Les opérations coordonnées de l'OTAN à Mossoul et à Raqqa sont évaluées comme une manœuvre pour renforcer l'armée djihadiste soutenue par l'Occident en Syrie, sous couvert de lutte contre la terreur, estime l'écrivain Finian Cunningham.
Comme d’habitude, en grande pompe, les médias occidentaux ont annoncé qu’une offensive soutenue par les Etats-Unis sera lancée cette semaine, afin de reprendre Raqqa, une ville située à l’est de la Syrie, des mains du groupe terroriste Etat islamique (Daesh).
Officiellement, les Etats-Unis fournissent avec leurs forces spéciales un soutien aérien, aussi bien qu'«une assistance et un entraînement» aux prétendues Forces démocratiques syriennes (FDS) qui dirigent une attaque contre une citadelle de Daesh. Les FDS comprennent environ 30 000 combattants locaux, dont 20 000 sont des militaires kurdes et le reste, des arabes sunnites.

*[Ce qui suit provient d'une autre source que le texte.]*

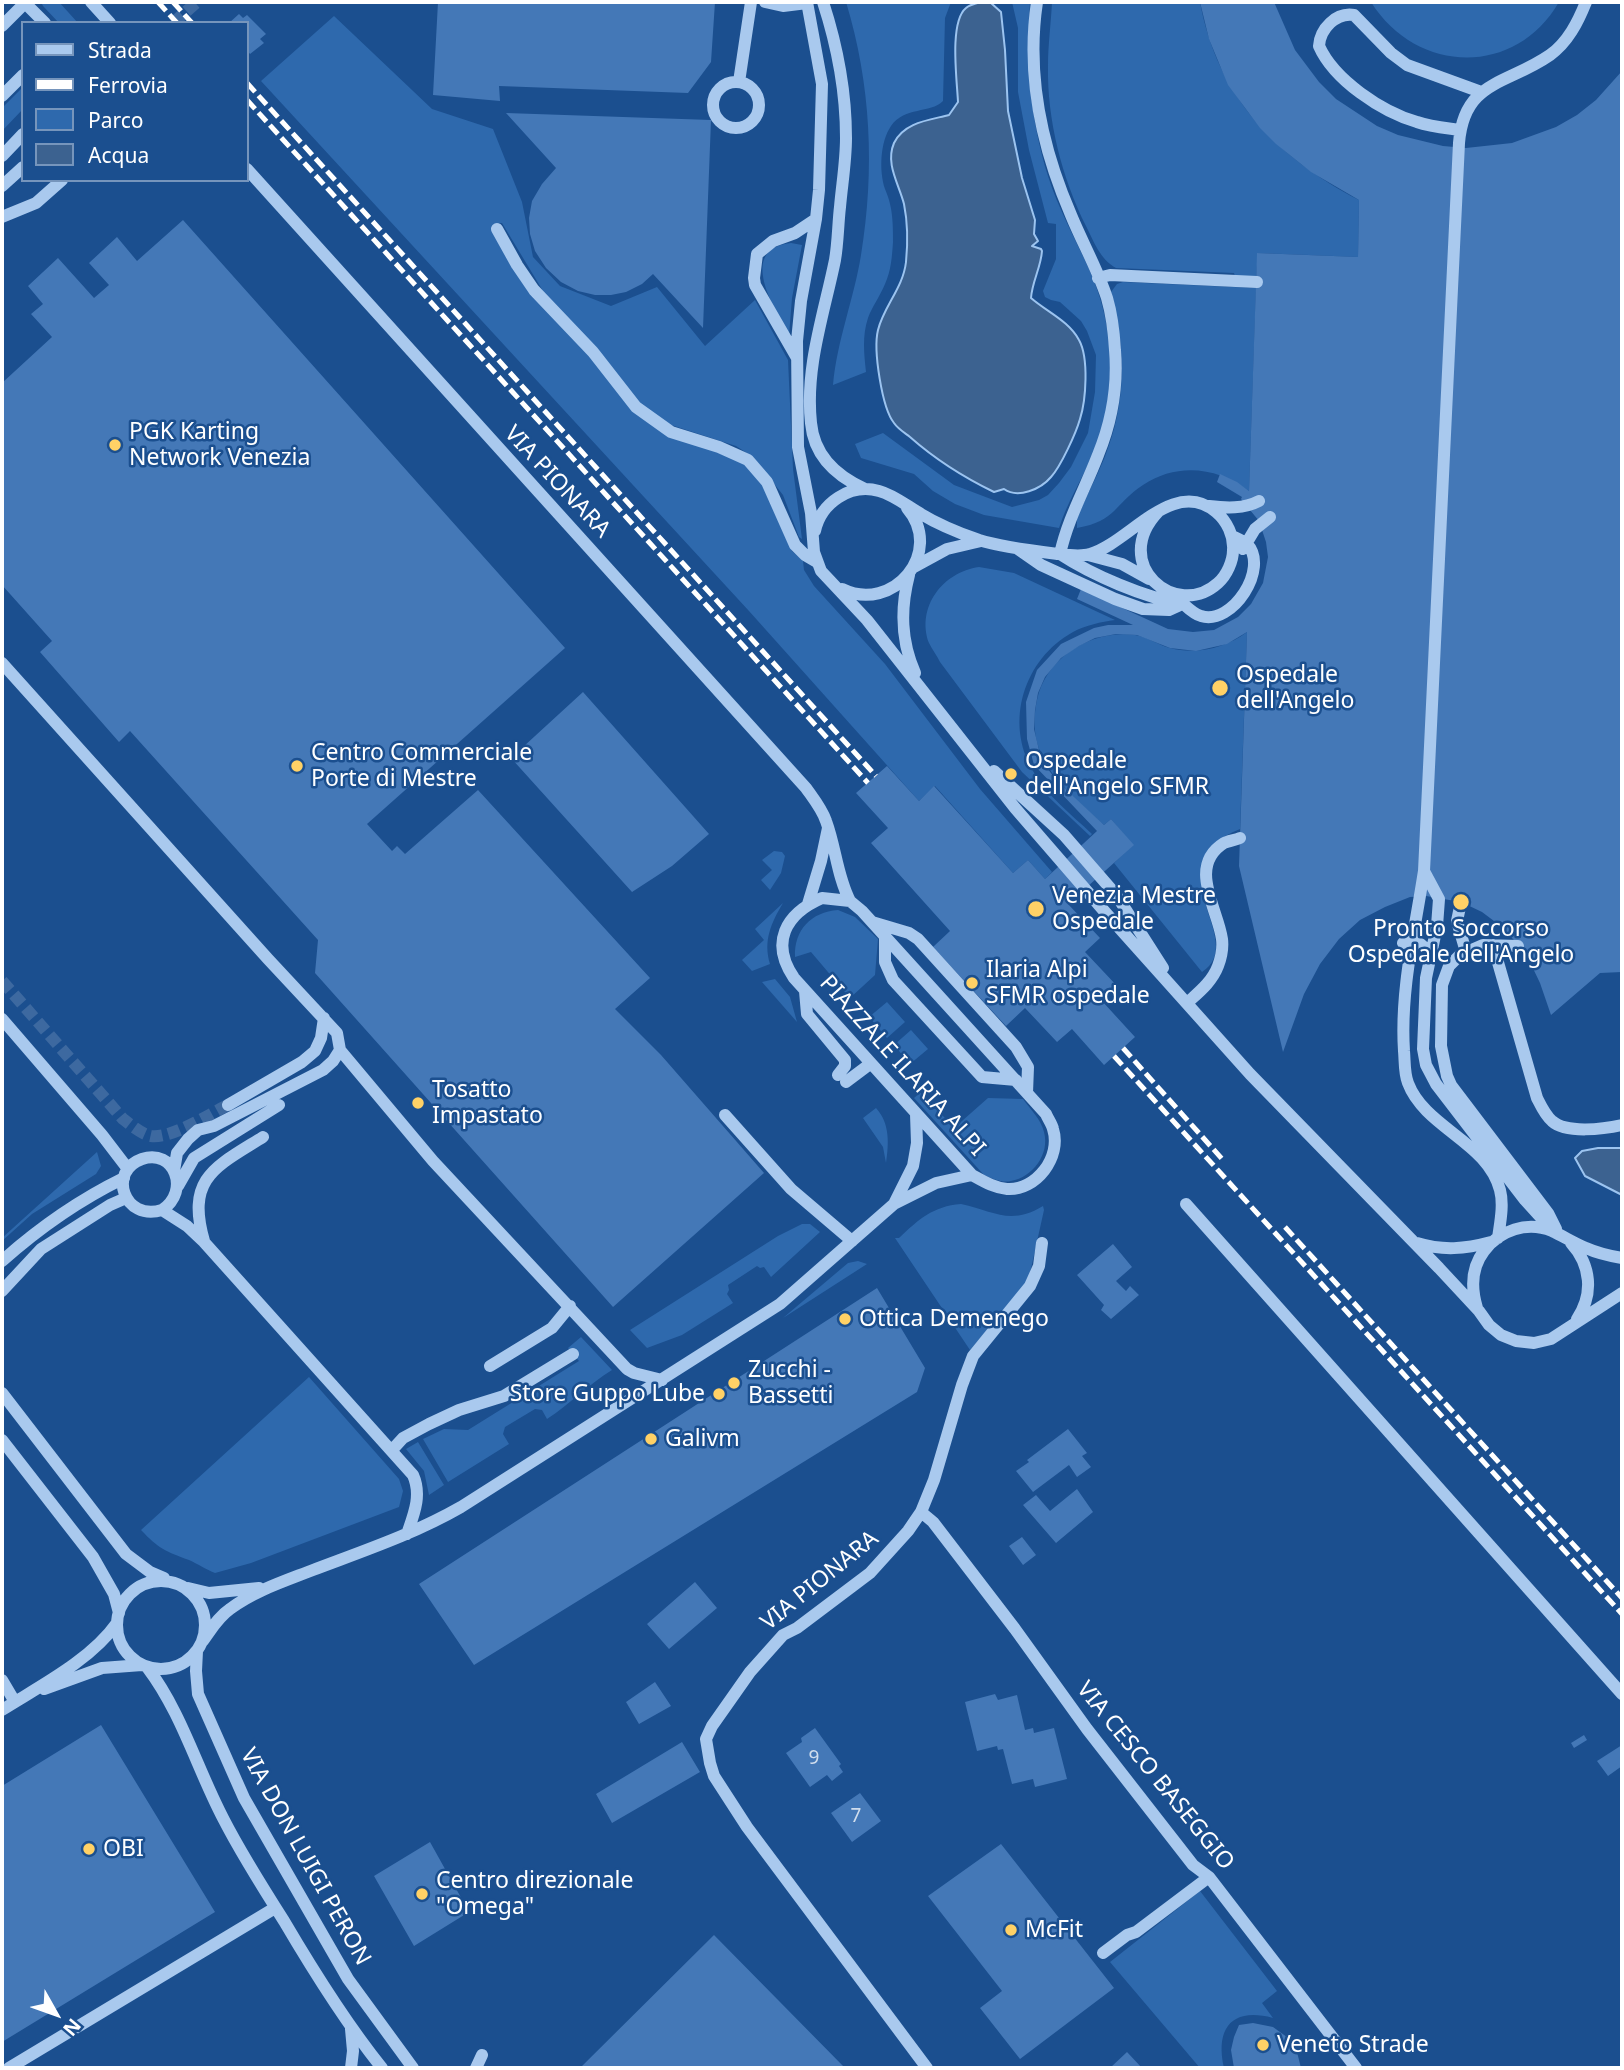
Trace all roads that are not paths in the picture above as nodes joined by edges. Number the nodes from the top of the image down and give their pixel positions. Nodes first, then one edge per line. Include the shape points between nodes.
1 (25, 2) edge
2 (91, 2) edge
3 (751, 2) edge
4 (765, 2) edge
5 (807, 2) edge
6 (823, 2) edge
7 (1037, 2) edge
8 (1341, 2) edge
9 (1586, 2) edge
10 (1336, 18) junction
11 (43, 21) edge
12 (108, 21) edge
13 (2, 26) edge
14 (21, 77) edge
15 (739, 82) dead end
16 (1481, 92) junction
17 (2, 96) edge
18 (1460, 130) junction
19 (21, 136) edge
20 (2, 156) edge
21 (248, 170) edge
22 (19, 171) edge
23 (60, 182) edge
24 (2, 187) edge
25 (2, 217) edge
26 (816, 219) junction
27 (497, 229) dead end
28 (1098, 278) junction
29 (1256, 282) dead end
30 (797, 358) junction
31 (865, 489) junction
32 (1259, 501) dead end
33 (902, 503) junction
34 (1207, 506) junction
35 (1158, 512) junction
36 (1269, 517) dead end
37 (1232, 536) junction
38 (813, 538) junction
39 (982, 541) junction
40 (1247, 544) junction
41 (1015, 546) junction
42 (1060, 554) junction
43 (1088, 555) junction
44 (817, 562) junction
45 (911, 571) junction
46 (1226, 572) junction
47 (829, 580) junction
48 (1154, 582) junction
49 (1168, 591) junction
50 (1195, 594) junction
51 (1183, 604) junction
52 (2, 663) edge
53 (921, 686) junction
54 (965, 745) junction
55 (828, 828) junction
56 (1240, 838) dead end
57 (1424, 871) junction
58 (849, 901) junction
59 (1461, 902) dead end
60 (808, 904) junction
61 (873, 922) junction
62 (885, 936) junction
63 (1408, 942) junction
64 (1493, 945) junction
65 (1518, 946) dead end
66 (1466, 952) junction
67 (1430, 961) junction
68 (805, 991) junction
69 (1185, 1000) junction
70 (324, 1018) junction
71 (2, 1019) edge
72 (340, 1050) junction
73 (870, 1064) junction
74 (1016, 1080) junction
75 (1027, 1093) junction
76 (228, 1105) tunnel mouth
77 (279, 1105) dead end
78 (916, 1114) junction
79 (725, 1115) dead end
80 (1622, 1125) edge
81 (263, 1137) dead end
82 (174, 1171) junction
83 (126, 1174) junction
84 (972, 1175) junction
85 (178, 1186) junction
86 (126, 1198) junction
87 (894, 1204) junction
88 (1185, 1204) dead end
89 (162, 1210) junction
90 (1560, 1235) junction
91 (1495, 1240) junction
92 (852, 1241) junction
93 (204, 1242) junction
94 (1415, 1242) junction
95 (1042, 1243) dead end
96 (1622, 1258) edge
97 (2, 1261) edge
98 (2, 1290) edge
99 (1622, 1293) edge
100 (570, 1306) junction
101 (1479, 1311) junction
102 (1567, 1330) junction
103 (573, 1354) dead end
104 (490, 1366) dead end
105 (662, 1380) junction
106 (2, 1393) edge
107 (2, 1440) edge
108 (391, 1450) junction
109 (921, 1511) junction
110 (407, 1534) junction
111 (171, 1581) junction
112 (185, 1587) junction
113 (267, 1588) junction
114 (118, 1618) junction
115 (200, 1646) junction
116 (144, 1666) junction
117 (2, 1680) edge
118 (1622, 1694) edge
119 (27, 1695) junction
120 (15, 1702) junction
121 (2, 1710) edge
122 (1209, 1877) junction
123 (275, 1908) junction
124 (1103, 1953) dead end
125 (351, 2029) junction
126 (482, 2056) dead end
127 (9, 2068) edge
128 (351, 2068) edge
129 (382, 2068) edge
130 (413, 2068) edge
131 (476, 2068) edge
132 (926, 2068) edge
133 (1356, 2068) edge

1 - 11 street
1 - 13 street
2 - 12 street
3 - 15 street
4 - 5 street via 783,6
5 - 26 street via 822,84
6 - 31 street via 842,80 846,138 835,257 810,379 811,424 827,463
7 - 28 street via 1036,95 1044,139
8 - 10 street
9 - 16 street via 1561,45
10 - 16 street via 1354,15 1407,65
10 - 18 street via 1326,27 1319,46 1347,82 1394,114
14 - 17 street
16 - 18 street via 1463,117
18 - 57 street
19 - 20 street
21 - 55 street, VIA PIONARA via 806,788
22 - 24 street
23 - 25 street via 36,203
26 - 30 street via 801,301
26 - 30 street via 757,254 755,285
27 - 44 street via 534,290 593,352 636,407 671,432 748,460 767,482 795,545
28 - 29 street
28 - 42 street via 1113,323 1113,407
30 - 38 street via 798,447
31 - 33 street
31 - 38 street via 841,495 829,504
32 - 34 street via 1230,508
33 - 39 street
33 - 45 street via 919,534
34 - 35 street via 1183,502
34 - 37 street via 1226,523
35 - 43 street
35 - 48 street via 1148,522 1140,545 1145,570
36 - 40 street
37 - 40 street
37 - 46 street via 1232,559
38 - 44 street
39 - 41 street
39 - 45 street via 947,549
40 - 46 street
40 - 51 street via 1253,558 1252,575 1246,593 1232,607 1214,617 1200,616
41 - 42 street
41 - 51 street via 1041,565 1143,609 1169,610
42 - 43 street
42 - 51 street via 1161,601
43 - 48 street via 1128,567
44 - 47 street
45 - 47 street via 895,587 868,596 844,591
45 - 53 street via 902,603 902,626
46 - 50 street via 1218,583
47 - 53 street
48 - 49 street
49 - 50 street
49 - 51 street
50 - 51 street
52 - 70 street
53 - 54 street
54 - 69 street
54 - 69 street via 1064,835 1117,896
55 - 58 street, VIA PIONARA
55 - 60 street
56 - 69 street via 1224,843 1205,872 1222,952 1213,976
57 - 63 street
57 - 67 street via 1438,899
58 - 60 street via 822,898
58 - 61 street, PIAZZALE ILARIA ALPI
59 - 66 street via 1457,921
60 - 68 street, PIAZZALE ILARIA ALPI via 795,913 783,939 787,968
61 - 62 street, PIAZZALE ILARIA ALPI
61 - 75 street via 918,939 1016,1047 1028,1067
62 - 74 street, PIAZZALE ILARIA ALPI
62 - 74 street via 885,962 893,980 982,1077
63 - 67 street via 1425,947
63 - 91 street via 1407,1082 1425,1110 1474,1152 1495,1178 1502,1203
64 - 65 street
64 - 66 street
64 - 80 street via 1542,1110 1564,1128
66 - 90 street via 1449,966 1442,985 1441,1046 1447,1076
67 - 90 street via 1423,1049 1429,1071 1499,1166
68 - 73 street, PIAZZALE ILARIA ALPI
68 - 73 street via 807,1014 845,1060 842,1078
69 - 94 street
70 - 72 street via 337,1033
70 - 76 street via 315,1051
71 - 83 street via 103,1135
72 - 82 street via 333,1062 315,1075 198,1130 177,1153
72 - 100 street via 433,1161
73 - 78 street, PIAZZALE ILARIA ALPI
74 - 75 street, PIAZZALE ILARIA ALPI
75 - 84 street, PIAZZALE ILARIA ALPI via 1054,1130 1052,1157 1046,1167 1024,1186 1008,1189
77 - 85 street via 194,1158
78 - 84 street, PIAZZALE ILARIA ALPI
78 - 87 street via 913,1166
79 - 92 street via 791,1189
81 - 93 street via 203,1182 198,1217
82 - 83 street via 152,1157 142,1158
82 - 85 street
83 - 86 street
83 - 97 street via 31,1235
84 - 87 street via 936,1182
85 - 89 street via 173,1200
86 - 89 street via 146,1212
86 - 98 street via 41,1249
87 - 92 street
88 - 118 street
89 - 93 street
90 - 91 street via 1530,1227
90 - 96 street
90 - 102 street via 1578,1251 1588,1284 1586,1304
91 - 94 street via 1452,1249
91 - 101 street via 1481,1254 1473,1280
92 - 105 street via 780,1304
93 - 108 street
94 - 101 street
95 - 109 street, VIA PIONARA via 1030,1286 974,1356
99 - 102 street
100 - 104 street via 552,1328
100 - 105 street via 628,1369
101 - 102 street via 1501,1335 1516,1341 1534,1343
103 - 108 street via 504,1396 429,1424
105 - 110 street via 461,1507
106 - 111 street via 126,1554
107 - 114 street via 93,1557 114,1594
108 - 110 street via 413,1475 418,1489
109 - 122 street, VIA CESCO BASEGGIO via 1193,1865
109 - 132 street, VIA PIONARA via 870,1573 783,1635 750,1672 706,1739 714,1776 747,1827
110 - 113 street
111 - 112 street
111 - 114 street via 136,1588 125,1599
112 - 113 street via 209,1593
112 - 115 street via 204,1611 206,1627
113 - 115 street via 230,1608
114 - 116 street via 123,1648
114 - 119 street via 94,1650
115 - 116 street via 172,1668
115 - 130 street, VIA DON LUIGI PERON via 195,1671 198,1694 244,1798 348,1979
116 - 119 street via 102,1668
116 - 123 street, VIA DON LUIGI PERON via 171,1702 223,1818
117 - 120 street
119 - 120 street
120 - 121 street
122 - 124 street
122 - 133 street, VIA CESCO BASEGGIO
123 - 125 street, VIA DON LUIGI PERON
123 - 127 street
125 - 128 street
125 - 129 street, VIA DON LUIGI PERON
126 - 131 street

On rapporte aussi que des avions de combat britanniques et français sont engagés dans l’opération pour reprendre Raqqa, menée par la coalition qui est dirigée par les Etats-Unis.
Le fait que les frappes aériennes sont effectuées par les Etats-Unis, le France et la Grande Bretagne, signifie qu’il est fort probable que des forces spéciales des trois pays sont activement présentes au sol en Syrie orientale. Disposer de troupes aussi proches de la ligne de front est une composante essentielle des campagnes de frappes aériennes : elles servent de moyens de reconnaissance et de ciblage.
Un quatrième membre de l’OTAN, la Turquie, est aussi impliqué militairement. Il y a deux mois, une déclaration officielle a confirmé que les forces spéciales américaines travaillaient en collaboration étroite avec leurs homologues turques sur le terrain, pour mener leur offensive plus loin au nord de la Syrie, autour de la ville frontalière de Jarablus.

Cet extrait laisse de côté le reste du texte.